(Dataset entries)
= = = = =
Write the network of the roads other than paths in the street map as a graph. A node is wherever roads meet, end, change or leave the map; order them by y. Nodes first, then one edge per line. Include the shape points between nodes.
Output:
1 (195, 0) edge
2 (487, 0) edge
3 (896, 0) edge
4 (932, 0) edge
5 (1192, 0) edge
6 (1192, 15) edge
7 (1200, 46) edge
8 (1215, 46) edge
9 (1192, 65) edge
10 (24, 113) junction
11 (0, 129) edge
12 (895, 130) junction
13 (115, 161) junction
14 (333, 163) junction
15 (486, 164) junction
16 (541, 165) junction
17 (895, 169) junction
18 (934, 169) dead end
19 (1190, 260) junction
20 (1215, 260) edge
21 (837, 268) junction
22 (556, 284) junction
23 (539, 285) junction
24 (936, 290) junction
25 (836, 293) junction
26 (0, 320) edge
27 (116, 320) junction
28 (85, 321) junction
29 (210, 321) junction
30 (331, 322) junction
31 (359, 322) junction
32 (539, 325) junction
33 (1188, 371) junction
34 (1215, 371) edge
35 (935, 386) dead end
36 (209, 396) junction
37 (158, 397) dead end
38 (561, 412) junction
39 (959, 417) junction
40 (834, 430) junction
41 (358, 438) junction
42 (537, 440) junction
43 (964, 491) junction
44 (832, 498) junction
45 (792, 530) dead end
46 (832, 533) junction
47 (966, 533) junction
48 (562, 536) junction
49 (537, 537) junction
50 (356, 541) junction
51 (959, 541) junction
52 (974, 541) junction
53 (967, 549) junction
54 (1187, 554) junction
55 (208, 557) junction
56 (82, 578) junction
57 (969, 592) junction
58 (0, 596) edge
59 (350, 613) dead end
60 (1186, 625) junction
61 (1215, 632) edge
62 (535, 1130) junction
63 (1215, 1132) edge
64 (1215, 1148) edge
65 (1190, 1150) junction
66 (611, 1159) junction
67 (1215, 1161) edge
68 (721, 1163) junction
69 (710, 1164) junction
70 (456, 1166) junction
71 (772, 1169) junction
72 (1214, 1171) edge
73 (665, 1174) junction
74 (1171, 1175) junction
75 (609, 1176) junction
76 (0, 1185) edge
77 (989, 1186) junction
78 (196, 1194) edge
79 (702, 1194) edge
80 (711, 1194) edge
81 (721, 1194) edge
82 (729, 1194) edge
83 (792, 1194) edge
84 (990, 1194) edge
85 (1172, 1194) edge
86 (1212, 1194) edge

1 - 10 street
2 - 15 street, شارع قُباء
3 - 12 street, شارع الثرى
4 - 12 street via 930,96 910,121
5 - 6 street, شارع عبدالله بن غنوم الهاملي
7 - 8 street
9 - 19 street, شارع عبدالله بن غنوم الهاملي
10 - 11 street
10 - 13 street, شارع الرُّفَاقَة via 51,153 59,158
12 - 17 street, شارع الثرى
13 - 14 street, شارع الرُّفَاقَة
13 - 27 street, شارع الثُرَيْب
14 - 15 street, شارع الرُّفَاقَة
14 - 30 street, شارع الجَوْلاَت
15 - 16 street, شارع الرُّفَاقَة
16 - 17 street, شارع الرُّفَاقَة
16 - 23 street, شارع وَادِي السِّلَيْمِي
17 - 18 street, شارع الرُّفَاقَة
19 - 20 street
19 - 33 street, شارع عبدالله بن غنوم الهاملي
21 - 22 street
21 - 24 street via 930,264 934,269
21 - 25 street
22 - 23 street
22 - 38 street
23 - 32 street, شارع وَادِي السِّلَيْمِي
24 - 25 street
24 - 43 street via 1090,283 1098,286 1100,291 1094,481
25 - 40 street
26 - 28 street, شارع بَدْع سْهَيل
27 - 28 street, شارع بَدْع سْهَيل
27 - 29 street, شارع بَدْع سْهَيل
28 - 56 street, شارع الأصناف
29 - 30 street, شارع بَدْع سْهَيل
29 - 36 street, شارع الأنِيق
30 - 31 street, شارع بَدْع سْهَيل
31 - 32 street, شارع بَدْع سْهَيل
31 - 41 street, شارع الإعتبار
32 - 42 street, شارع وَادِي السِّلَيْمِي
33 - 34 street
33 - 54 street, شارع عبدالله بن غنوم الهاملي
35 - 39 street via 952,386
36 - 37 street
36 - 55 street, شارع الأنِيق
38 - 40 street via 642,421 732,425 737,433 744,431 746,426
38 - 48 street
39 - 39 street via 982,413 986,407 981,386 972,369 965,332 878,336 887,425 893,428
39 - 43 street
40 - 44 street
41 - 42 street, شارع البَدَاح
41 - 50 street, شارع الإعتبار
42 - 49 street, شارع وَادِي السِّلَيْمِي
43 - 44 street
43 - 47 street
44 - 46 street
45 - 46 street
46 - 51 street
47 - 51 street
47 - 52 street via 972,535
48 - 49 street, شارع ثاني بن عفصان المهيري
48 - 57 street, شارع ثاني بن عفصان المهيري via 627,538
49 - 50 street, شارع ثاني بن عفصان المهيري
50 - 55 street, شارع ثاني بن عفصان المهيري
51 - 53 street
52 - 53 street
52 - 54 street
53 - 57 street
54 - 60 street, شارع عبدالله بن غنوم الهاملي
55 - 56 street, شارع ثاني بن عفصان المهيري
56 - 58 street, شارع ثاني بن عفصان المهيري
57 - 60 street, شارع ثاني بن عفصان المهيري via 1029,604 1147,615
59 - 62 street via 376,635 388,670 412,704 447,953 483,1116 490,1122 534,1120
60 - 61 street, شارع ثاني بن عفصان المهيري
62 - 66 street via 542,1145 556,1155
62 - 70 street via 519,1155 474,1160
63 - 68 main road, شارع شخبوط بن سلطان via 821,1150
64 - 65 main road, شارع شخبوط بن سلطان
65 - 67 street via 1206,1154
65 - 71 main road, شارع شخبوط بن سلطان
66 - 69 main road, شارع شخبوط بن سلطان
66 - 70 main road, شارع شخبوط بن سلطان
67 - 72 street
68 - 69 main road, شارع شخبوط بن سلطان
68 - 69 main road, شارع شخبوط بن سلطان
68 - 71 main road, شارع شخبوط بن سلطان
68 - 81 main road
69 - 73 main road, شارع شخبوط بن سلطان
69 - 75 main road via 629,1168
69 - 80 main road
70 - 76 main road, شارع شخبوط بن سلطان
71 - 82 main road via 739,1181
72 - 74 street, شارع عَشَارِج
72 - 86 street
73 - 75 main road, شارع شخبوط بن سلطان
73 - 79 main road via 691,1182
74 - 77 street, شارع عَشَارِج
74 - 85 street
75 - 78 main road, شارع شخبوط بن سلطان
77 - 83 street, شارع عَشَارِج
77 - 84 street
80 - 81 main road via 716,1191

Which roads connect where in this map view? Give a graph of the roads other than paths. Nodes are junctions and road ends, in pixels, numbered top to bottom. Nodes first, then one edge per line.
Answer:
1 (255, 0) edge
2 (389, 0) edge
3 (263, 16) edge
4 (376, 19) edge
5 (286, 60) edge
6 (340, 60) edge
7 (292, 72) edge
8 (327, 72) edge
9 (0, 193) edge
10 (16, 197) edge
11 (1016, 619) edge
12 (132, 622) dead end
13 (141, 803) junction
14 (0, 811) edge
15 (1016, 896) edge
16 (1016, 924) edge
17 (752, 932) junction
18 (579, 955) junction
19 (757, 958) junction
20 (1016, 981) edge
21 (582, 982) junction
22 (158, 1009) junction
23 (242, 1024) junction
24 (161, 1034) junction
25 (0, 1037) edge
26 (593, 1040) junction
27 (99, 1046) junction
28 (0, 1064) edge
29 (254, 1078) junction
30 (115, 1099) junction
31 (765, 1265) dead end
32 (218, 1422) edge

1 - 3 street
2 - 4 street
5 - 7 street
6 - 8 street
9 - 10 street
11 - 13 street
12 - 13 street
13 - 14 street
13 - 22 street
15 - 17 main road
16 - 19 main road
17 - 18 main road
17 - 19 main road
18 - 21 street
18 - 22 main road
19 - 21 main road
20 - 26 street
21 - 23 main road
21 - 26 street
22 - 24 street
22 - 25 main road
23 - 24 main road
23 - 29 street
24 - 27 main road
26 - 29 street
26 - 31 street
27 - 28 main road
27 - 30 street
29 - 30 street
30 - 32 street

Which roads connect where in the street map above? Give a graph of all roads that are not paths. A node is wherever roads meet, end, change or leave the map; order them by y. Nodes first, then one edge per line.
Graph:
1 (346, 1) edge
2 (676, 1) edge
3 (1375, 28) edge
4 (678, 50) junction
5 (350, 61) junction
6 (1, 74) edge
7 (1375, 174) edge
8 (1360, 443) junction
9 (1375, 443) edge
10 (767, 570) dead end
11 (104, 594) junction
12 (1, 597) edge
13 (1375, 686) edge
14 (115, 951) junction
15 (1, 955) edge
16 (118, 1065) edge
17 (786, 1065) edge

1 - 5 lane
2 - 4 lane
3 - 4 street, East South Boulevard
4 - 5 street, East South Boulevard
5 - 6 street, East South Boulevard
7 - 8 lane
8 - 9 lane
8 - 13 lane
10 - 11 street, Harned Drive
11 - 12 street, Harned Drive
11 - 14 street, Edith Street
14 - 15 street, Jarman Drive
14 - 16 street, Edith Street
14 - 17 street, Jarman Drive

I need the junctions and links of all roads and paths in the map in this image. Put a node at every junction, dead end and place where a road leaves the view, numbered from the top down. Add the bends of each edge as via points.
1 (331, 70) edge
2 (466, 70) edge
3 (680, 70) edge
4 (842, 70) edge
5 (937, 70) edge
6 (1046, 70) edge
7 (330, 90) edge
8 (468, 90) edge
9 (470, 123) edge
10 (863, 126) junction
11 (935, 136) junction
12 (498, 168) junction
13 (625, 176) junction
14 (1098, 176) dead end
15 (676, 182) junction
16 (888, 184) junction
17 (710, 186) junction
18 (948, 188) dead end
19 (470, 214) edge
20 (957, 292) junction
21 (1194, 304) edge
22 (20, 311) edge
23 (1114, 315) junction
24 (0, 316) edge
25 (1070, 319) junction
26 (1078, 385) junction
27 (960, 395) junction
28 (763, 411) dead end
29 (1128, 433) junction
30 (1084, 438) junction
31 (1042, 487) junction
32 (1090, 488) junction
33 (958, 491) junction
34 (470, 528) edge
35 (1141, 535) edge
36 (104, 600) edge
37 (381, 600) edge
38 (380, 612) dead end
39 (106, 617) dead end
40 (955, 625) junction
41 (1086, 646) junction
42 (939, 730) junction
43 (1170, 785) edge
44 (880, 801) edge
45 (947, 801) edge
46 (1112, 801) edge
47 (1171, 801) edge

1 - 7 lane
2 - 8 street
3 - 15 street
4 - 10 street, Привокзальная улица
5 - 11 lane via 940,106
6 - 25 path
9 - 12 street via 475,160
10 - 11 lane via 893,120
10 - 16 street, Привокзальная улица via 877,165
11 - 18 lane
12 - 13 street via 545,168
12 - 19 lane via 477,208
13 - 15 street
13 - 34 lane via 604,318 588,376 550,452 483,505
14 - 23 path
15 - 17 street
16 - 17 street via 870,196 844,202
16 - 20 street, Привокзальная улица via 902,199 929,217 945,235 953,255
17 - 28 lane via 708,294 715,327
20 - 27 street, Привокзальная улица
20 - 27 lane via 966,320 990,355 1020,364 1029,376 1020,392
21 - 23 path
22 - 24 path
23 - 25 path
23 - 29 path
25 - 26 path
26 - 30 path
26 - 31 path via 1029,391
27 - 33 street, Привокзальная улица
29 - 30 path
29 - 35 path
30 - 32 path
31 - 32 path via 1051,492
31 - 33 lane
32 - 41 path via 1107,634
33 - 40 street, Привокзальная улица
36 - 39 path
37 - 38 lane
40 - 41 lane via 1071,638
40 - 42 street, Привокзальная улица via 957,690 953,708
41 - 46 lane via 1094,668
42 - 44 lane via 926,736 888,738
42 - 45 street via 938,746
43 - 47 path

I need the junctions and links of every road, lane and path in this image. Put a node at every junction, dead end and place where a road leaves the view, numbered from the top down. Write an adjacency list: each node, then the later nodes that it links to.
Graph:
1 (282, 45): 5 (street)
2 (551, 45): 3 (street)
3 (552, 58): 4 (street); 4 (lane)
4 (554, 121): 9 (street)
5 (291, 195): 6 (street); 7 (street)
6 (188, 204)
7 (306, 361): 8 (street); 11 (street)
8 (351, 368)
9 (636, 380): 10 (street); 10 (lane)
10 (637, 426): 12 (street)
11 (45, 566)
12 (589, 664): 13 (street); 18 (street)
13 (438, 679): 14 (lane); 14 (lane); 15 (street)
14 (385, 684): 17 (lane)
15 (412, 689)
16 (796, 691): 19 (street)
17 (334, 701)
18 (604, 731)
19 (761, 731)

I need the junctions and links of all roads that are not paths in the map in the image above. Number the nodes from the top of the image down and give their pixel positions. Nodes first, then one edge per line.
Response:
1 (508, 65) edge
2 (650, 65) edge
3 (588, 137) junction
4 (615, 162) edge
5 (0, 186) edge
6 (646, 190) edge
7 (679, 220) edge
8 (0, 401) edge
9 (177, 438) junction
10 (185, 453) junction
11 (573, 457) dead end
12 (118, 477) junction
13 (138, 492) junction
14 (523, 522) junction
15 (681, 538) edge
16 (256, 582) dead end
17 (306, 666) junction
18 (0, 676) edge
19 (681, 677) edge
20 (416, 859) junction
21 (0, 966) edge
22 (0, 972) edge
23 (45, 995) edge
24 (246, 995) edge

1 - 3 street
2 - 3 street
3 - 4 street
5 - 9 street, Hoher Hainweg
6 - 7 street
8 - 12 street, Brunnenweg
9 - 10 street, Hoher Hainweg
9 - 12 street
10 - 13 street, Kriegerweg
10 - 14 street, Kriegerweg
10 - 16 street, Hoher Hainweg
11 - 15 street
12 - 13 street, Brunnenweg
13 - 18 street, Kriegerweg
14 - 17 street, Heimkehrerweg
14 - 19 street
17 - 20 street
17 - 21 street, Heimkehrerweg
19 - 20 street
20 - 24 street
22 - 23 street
= = = = =
◆ AIM OF THE TASK: Could you copy every line in the records that holds "from"?

◆ WRITTEN SOLUTION:
I need the junctions and links of all roads and paths in the map in this image. Put a node at every junction, dead end and place where a road leaves the view, numbered from the top down. Add the bends of each edge as via points.
I need the junctions and links of every road, lane and path in this image. Put a node at every junction, dead end and place where a road leaves the view, numbered from the top down. Write an adjacency list: each node, then the later nodes that it links to.
I need the junctions and links of all roads that are not paths in the map in the image above. Number the nodes from the top of the image down and give their pixel positions. Nodes first, then one edge per line.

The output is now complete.